Among the entries below, find each line with "Constantin" and show it.
*** Opening of RECORDED INFORMATION ***
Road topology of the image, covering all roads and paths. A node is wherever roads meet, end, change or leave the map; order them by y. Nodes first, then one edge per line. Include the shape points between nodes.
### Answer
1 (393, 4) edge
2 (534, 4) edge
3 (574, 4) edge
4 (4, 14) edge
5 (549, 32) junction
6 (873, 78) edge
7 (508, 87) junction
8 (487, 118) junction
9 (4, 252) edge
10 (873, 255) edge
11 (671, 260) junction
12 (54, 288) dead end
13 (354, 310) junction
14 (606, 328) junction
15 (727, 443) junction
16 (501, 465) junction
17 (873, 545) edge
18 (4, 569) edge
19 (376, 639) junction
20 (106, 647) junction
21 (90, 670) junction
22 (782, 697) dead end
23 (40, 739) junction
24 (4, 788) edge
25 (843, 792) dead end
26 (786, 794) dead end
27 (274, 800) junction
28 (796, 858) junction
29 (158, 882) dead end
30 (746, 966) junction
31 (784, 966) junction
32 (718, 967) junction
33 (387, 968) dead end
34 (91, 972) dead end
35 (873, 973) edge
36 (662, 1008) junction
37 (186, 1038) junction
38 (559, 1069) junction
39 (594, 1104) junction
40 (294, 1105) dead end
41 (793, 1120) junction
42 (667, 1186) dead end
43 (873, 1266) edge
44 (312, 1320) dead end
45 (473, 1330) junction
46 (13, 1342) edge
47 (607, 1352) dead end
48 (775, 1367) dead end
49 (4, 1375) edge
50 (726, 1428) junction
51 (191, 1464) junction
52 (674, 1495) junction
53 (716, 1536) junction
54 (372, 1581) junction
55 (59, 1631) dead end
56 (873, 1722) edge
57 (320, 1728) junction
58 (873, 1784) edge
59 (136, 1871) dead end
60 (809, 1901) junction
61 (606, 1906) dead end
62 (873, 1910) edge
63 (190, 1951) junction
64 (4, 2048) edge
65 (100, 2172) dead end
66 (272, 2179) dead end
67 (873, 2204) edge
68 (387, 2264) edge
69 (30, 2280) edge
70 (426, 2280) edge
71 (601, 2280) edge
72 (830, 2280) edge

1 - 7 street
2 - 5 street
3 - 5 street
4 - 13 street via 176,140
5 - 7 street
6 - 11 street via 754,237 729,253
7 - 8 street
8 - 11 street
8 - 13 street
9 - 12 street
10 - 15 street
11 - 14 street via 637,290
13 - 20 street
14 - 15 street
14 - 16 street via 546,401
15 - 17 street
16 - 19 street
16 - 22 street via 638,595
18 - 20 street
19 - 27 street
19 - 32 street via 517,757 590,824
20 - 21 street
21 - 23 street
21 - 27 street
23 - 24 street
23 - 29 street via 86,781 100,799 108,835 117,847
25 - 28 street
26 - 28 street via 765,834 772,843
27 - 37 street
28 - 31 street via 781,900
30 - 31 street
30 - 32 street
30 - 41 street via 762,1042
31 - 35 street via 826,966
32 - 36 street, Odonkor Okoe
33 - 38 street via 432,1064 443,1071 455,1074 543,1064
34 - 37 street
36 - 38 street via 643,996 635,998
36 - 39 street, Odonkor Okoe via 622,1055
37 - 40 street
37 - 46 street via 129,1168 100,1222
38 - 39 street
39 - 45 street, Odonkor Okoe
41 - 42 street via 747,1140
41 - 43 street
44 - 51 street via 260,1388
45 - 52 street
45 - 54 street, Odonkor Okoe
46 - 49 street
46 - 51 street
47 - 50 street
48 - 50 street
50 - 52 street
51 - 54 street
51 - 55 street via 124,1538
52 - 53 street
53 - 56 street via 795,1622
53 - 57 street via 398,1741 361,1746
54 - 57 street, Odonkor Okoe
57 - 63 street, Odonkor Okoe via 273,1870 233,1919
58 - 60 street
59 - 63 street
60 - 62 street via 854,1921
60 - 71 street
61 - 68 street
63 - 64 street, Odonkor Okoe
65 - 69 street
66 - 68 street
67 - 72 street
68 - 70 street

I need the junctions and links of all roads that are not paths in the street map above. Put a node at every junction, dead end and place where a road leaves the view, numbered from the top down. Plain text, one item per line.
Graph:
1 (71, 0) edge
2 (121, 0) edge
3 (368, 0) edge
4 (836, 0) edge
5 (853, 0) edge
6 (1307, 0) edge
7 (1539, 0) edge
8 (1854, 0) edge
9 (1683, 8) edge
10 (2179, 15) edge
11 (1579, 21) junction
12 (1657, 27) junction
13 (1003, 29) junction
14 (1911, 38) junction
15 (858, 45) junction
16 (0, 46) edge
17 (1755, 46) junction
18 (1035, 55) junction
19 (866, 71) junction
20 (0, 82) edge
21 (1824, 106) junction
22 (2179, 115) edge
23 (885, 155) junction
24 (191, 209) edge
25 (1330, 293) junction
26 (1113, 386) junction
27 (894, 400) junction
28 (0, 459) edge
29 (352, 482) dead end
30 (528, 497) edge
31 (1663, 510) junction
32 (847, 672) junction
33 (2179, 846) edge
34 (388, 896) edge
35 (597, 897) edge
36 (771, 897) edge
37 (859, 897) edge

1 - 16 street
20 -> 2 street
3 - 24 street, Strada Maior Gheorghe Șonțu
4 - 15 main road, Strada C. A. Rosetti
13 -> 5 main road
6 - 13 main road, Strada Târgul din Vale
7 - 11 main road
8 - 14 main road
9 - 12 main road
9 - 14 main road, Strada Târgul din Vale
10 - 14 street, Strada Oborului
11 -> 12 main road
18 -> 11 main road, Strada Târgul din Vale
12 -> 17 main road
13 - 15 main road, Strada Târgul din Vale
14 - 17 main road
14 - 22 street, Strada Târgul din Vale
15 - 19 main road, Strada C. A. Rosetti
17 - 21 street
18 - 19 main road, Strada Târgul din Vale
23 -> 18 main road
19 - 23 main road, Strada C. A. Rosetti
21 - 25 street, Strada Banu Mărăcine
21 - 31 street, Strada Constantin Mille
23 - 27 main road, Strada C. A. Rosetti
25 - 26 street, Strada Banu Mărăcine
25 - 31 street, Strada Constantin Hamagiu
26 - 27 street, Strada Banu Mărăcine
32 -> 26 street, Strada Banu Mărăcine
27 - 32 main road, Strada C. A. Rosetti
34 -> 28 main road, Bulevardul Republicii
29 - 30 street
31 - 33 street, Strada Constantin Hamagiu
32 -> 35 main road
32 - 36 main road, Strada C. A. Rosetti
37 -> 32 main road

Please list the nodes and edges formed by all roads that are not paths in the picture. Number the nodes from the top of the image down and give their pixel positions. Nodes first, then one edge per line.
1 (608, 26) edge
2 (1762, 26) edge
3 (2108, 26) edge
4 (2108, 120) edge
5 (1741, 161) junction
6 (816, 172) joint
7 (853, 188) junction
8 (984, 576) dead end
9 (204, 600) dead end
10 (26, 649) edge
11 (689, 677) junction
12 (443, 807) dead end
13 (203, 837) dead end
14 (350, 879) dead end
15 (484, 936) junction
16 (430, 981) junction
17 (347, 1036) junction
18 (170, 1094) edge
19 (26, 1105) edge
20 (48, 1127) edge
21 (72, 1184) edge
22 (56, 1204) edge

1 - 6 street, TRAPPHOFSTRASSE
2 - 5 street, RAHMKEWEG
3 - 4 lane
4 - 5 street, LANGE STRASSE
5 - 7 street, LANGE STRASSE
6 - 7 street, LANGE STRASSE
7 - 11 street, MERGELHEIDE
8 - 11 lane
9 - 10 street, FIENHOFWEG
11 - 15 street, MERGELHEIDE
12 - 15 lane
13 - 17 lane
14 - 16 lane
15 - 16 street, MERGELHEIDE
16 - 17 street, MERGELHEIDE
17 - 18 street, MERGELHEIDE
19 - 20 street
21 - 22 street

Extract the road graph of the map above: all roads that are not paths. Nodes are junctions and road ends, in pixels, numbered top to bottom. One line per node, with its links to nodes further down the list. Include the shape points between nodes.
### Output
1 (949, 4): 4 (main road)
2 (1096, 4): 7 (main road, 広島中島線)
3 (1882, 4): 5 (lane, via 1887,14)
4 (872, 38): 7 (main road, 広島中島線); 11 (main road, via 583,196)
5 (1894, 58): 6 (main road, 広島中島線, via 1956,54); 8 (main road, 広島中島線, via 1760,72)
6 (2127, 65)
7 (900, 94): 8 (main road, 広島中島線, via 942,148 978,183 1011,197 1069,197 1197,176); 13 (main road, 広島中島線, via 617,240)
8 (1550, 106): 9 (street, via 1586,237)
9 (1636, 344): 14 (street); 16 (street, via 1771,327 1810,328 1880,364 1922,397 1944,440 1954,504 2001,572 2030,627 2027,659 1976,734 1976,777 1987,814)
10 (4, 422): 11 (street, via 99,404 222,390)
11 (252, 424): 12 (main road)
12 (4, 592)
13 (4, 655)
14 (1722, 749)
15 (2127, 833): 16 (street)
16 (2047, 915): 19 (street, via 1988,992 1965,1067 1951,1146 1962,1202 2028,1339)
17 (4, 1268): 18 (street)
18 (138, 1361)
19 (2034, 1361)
*** Close of RECORDED INFORMATION ***
RESPONSE TO THE TASK
21 - 31 street, Strada Constantin Mille
25 - 31 street, Strada Constantin Hamagiu
31 - 33 street, Strada Constantin Hamagiu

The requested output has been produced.